HKF and RK thank the Malaysian Government and Universiti Sains Malaysia for the Science Fund grant No. 305/PFIZIK/613312. RK thanks Universiti Sains Malaysia for a post-doctoral research fellowship. HK and AJ thank PNU for partial financial support. HKF also thanks Universiti Sains Malaysia for the Research University Golden Goose grant No. 1001/PFIZIK/ 811012.

supplementary crystallographic information

Comment

Schiff bases are one of the most prevalent mixed-donor ligands in the field of coordination chemistry. They play an important role in the development of coordination chemistry related to catalysis and enzymatic reactions, magnetism, and supramolecular architectures (Calligaris & Randaccio, 1987). Structures of Schiff bases derived from substituted benzaldehydes and closely related to the title compound have been reported earlier (Li et al., 2005; Bomfim et al., 2005; Glidewell et al., 2006; Sun et al., 2004; Fun et al., 2008).

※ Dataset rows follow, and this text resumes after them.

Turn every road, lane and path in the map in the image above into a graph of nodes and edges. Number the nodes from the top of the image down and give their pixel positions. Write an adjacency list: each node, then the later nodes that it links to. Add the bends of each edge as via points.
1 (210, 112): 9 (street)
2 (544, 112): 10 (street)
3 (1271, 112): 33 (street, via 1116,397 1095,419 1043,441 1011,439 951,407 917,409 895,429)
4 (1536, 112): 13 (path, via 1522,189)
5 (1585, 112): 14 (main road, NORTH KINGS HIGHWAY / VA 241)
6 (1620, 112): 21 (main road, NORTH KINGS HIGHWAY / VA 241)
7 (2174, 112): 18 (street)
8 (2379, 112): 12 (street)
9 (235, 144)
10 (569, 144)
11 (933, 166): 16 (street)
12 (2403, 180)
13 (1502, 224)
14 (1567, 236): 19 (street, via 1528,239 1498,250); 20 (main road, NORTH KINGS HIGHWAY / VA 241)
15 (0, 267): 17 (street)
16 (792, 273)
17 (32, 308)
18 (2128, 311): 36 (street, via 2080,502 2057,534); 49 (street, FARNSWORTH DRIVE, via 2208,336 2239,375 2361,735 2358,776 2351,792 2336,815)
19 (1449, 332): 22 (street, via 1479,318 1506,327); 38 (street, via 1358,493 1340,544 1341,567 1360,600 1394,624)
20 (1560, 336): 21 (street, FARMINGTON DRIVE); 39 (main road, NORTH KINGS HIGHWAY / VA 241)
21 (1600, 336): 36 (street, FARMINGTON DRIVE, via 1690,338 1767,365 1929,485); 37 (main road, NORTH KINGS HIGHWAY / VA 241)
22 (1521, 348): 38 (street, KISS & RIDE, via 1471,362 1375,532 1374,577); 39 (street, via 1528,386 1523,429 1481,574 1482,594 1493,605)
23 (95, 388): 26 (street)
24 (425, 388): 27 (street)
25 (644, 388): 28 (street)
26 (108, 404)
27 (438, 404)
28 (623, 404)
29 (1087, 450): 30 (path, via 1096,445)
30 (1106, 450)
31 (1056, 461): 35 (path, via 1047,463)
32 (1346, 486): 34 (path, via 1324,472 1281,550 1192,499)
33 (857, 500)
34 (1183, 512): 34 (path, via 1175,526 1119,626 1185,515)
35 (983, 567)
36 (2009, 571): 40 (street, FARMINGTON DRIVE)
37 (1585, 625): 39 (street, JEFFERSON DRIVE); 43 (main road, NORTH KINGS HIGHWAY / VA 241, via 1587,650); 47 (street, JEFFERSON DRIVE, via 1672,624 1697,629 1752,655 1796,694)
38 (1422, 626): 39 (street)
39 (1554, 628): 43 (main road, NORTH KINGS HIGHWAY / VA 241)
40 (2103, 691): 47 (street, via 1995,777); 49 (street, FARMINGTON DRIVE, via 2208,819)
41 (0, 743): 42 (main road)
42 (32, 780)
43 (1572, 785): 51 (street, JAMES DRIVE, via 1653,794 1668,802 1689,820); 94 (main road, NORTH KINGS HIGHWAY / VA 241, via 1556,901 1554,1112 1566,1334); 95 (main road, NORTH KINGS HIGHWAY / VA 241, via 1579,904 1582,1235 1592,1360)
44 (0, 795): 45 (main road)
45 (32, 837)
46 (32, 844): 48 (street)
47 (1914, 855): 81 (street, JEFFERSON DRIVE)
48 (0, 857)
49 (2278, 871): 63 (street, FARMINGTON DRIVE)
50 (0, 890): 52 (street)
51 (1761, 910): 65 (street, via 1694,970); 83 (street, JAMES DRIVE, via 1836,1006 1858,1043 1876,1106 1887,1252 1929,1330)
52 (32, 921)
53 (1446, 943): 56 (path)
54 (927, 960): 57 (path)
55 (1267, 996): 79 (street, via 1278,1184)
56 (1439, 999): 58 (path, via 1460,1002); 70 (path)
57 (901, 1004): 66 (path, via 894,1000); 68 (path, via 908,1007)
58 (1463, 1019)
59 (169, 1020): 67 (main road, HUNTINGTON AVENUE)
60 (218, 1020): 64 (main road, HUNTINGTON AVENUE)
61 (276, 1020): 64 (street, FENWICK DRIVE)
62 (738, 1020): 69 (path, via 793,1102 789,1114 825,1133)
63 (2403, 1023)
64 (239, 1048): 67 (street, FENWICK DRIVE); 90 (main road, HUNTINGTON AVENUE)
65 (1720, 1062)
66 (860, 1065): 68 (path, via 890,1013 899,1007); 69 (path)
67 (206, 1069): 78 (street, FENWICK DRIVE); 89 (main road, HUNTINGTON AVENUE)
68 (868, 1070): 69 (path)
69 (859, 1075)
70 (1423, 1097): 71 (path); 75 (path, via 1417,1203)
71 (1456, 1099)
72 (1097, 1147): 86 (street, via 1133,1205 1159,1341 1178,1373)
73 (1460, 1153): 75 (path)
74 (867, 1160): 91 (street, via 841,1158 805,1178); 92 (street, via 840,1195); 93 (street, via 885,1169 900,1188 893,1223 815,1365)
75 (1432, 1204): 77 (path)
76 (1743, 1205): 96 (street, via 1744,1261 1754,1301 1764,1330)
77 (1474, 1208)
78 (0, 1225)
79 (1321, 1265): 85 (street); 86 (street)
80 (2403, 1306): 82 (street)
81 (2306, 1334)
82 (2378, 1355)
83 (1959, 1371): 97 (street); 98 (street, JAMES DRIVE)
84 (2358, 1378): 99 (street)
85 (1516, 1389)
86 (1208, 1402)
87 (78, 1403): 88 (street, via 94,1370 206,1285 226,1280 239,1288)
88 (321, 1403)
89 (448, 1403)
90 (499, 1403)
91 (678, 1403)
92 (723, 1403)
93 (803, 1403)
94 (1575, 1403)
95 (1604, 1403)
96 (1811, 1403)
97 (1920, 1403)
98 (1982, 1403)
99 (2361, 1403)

The molecule of the title compound (Fig. 1), is a potentially tetradentate Schiff base ligand. The bond lengths (Allen et al., 1987) and angles are comparable to the earlier room-temperature polymorph which was published previously (Jia, 2009). Strong intramolecular O—H···N hydrogen bonds generate S(6) ring motifs (Bernstein et al., 1995). Intermolecular C—H···O interactions link neighbouring molecules into dimers with a R₂²(16) ring motif (Bernstein et al., 1995). The mean planes of the two benzene rings are almost perpendicular to each other making a dihedral angle of 88.24 (5)°. The interesting feature of the crystal structure is the short C18···O2 [3.1878 (13) Å, symmetry code: 1 - x, 1 - y, 1 - z] contact which is shorter than the sum of the van der Waals radii of the relevant atoms. The crystal structure, is further stabilizd by intermolecular C—H···π and π-π interactions [centroid to centroid distance of 3.7414 (6) Å]. The structure has a stereogenic centre but the space group is centrosymmetric, so the molecule exists as racemate.

Experimental

The synthetic method has been described earlier (Fun et al., 2008), except that 3-ethoxy salicylaldehyde and 2-methyl-2,3-propanediamine were used as starting materials. Single crystals suitable for X-ray diffraction were obtained by evaporation of an ethanol solution at room temperature.